Abstract

AIM To evaluate the appropriateness of intubation depth marks on the pediatric tracheal tube as a method of achieving midtracheal tube placement.To review other methods used for correct depth placement of endotracheal tube (ETT). METHODS This is a prospective study carried out at Innova childrens heart hospital Hyderabad India between June 1st to September 30th 2010. One hundred patients with body weight of 10kg and below who had elective cardiac surgeries under general anesthesia were included in the study. Demographic data were obtained from patientscase file. Data concerning type of operation done, ETT (uncuffed polyvinyl chloride tube) size, position, adjustment, type of endotracheal intubation and level of carina were observed. The tube was placed with the recommended centimeter marking aligned with the vocal cords.
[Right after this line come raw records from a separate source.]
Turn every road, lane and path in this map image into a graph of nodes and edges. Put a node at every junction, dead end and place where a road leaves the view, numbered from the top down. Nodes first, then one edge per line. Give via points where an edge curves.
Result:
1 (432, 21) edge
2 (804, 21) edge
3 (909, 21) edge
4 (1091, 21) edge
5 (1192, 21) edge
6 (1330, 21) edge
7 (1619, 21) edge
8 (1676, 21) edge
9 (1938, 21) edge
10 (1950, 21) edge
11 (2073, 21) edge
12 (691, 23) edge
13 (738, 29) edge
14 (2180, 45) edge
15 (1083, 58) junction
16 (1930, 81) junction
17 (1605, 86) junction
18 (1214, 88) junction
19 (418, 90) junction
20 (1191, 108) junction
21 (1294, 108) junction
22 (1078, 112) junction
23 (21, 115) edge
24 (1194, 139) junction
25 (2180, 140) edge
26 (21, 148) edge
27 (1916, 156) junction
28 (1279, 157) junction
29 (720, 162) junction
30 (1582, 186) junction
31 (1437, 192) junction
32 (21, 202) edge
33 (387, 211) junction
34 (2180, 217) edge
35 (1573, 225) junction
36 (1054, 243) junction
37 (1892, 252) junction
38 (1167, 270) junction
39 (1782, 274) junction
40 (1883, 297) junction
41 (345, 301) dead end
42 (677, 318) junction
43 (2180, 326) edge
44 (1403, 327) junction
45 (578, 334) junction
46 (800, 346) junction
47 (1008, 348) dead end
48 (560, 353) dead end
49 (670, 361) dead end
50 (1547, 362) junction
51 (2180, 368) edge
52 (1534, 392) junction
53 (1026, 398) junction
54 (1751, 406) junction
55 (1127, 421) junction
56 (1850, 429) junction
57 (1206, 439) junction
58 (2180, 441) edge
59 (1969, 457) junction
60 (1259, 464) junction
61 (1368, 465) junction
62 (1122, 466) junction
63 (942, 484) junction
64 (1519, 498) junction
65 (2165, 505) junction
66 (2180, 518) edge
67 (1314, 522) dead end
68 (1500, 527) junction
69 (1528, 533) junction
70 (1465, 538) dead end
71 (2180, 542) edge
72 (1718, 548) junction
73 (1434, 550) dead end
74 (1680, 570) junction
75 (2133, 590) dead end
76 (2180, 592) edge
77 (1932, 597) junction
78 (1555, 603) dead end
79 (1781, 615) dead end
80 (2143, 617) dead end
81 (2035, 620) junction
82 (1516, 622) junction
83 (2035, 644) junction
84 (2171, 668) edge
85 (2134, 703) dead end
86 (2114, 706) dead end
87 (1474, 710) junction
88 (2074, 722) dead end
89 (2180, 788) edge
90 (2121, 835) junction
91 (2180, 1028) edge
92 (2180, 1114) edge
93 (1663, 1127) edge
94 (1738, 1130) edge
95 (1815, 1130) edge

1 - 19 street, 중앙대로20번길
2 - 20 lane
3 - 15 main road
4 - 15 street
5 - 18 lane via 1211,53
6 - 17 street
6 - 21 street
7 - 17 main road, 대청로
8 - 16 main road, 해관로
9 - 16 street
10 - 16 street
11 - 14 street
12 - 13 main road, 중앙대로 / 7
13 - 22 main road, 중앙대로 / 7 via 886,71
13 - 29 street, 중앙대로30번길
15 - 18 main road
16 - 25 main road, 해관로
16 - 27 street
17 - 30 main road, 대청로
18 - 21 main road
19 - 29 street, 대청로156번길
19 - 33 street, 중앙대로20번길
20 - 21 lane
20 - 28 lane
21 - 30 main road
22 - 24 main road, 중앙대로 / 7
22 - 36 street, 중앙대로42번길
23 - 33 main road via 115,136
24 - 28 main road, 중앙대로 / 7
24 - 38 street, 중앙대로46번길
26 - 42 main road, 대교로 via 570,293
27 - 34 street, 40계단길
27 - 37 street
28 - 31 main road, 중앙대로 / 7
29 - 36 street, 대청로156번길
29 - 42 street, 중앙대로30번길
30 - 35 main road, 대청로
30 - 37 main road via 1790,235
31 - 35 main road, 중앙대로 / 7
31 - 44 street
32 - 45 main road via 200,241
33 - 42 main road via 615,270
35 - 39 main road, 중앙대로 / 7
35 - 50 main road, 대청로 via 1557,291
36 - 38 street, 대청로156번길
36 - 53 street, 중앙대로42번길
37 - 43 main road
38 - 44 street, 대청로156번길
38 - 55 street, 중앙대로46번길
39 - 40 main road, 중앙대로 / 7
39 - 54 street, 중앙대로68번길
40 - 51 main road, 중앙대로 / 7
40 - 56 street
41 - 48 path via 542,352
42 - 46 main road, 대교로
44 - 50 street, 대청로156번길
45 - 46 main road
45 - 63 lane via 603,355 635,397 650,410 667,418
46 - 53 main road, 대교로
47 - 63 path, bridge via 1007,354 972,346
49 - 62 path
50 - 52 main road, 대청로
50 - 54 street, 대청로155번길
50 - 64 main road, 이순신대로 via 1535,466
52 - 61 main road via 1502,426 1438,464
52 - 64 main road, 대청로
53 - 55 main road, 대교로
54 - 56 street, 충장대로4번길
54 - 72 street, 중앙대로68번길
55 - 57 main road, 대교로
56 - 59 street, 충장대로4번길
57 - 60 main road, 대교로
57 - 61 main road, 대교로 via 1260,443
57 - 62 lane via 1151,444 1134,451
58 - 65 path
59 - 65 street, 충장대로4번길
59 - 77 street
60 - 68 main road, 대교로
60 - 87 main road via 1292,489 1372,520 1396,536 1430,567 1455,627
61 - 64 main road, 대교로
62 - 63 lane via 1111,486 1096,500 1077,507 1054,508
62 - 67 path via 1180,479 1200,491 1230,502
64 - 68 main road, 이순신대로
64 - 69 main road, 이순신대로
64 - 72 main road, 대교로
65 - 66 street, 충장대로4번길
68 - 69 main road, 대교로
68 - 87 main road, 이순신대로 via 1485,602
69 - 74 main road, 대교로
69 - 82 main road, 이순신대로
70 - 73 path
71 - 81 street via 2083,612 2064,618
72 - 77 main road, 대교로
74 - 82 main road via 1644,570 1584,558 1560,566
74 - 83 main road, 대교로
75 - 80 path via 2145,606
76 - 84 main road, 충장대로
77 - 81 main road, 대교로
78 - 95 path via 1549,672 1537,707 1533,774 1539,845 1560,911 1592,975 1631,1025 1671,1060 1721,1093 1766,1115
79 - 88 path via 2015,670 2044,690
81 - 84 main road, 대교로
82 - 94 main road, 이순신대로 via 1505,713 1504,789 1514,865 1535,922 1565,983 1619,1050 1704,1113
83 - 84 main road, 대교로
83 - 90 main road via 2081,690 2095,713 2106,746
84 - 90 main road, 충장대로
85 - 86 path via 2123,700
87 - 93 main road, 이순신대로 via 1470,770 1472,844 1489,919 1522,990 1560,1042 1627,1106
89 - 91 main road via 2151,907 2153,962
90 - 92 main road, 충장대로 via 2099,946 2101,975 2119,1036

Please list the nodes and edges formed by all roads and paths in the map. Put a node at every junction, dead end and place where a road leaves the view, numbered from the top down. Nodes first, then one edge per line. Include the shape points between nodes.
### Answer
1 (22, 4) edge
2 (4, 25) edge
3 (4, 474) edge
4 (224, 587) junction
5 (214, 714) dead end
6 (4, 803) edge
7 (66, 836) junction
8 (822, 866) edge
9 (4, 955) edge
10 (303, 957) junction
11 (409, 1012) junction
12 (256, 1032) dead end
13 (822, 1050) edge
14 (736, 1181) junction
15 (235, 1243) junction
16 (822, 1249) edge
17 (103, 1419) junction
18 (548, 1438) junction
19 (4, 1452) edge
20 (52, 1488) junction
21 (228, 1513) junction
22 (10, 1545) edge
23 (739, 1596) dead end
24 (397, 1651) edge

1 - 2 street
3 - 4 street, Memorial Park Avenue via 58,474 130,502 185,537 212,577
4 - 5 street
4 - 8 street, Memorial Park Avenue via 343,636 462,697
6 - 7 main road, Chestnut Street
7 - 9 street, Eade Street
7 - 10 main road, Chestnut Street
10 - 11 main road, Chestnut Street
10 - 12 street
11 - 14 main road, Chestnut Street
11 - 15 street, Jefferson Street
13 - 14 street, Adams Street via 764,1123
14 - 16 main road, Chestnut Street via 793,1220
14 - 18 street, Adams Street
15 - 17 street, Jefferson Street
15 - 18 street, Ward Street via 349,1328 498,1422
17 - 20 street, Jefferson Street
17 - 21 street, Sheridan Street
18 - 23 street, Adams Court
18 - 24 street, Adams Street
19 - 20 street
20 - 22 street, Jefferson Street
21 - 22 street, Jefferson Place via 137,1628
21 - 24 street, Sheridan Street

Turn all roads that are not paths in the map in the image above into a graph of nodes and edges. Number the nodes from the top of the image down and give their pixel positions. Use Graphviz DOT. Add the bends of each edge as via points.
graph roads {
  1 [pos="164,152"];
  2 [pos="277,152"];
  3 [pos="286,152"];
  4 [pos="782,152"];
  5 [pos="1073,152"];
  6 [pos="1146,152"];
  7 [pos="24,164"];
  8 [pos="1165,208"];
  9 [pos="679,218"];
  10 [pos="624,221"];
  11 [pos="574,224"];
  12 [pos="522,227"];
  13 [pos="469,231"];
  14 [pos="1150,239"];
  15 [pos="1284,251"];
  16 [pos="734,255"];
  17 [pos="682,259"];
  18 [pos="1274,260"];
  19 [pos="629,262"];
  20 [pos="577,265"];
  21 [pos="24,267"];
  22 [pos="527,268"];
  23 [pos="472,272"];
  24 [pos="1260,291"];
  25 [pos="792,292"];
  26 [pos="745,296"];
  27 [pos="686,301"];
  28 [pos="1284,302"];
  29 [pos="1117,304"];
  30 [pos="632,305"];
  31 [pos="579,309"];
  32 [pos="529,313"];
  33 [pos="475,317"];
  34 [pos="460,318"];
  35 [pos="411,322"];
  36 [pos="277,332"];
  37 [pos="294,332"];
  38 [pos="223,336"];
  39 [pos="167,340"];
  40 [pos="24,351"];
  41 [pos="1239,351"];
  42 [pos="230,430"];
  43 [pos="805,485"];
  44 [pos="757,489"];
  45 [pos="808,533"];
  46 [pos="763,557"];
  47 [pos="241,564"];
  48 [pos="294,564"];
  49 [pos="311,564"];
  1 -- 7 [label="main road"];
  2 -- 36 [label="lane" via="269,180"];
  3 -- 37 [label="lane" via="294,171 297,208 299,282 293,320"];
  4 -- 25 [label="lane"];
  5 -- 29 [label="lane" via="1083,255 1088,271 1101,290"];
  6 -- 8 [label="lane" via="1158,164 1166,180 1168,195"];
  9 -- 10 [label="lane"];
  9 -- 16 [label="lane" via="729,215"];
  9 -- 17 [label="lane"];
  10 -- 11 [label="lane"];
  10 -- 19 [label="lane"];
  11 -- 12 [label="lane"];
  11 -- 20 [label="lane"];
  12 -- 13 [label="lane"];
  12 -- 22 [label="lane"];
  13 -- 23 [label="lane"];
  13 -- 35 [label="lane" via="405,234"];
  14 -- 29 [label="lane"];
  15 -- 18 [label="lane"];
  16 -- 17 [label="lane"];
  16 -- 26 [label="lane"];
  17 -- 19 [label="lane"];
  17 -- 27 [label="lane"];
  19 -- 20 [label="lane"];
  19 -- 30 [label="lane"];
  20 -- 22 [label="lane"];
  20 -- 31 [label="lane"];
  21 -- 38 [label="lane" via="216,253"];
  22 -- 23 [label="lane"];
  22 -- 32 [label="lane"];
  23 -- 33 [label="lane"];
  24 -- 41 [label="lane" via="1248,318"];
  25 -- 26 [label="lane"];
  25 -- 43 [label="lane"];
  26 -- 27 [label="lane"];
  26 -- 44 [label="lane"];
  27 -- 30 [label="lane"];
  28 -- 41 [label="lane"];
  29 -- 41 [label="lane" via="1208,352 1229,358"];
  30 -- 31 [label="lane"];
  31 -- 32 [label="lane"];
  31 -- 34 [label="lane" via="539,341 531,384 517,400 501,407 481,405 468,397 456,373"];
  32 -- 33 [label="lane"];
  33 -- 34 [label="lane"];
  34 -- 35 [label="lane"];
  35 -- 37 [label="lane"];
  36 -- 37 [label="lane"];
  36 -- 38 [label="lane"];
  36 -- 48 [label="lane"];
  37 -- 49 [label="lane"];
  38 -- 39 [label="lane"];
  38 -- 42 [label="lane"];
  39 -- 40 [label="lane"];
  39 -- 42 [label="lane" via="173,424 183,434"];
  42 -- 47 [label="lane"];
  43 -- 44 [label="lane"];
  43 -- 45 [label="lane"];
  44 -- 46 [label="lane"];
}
Radiological examination was carried out in the surgical intensive care unit immediate post operation and after 24hrs with the head in neutral, flexed and extended positions. RESULT The patients were between the ages of 23 days and 4years. They were 58 males and 42 females. The mean body weight of patients was 6.2 ± 2.0kg and height 68.2 ± 10.6cm. The sizes of ETT used were 4.0 (n=37), 4.5 (n=44), and 5.0 (n=9). In 76% of cases the ETT was located at first thoracic vertebra (T1) and in 6% of patients ETT was adjusted to T1. No case of endobronchial intubation or accidental extubation was recorded. CONCLUSION Midtrachea ETT placement was achieved by using intubation depth marks on the pediatric tracheal tube.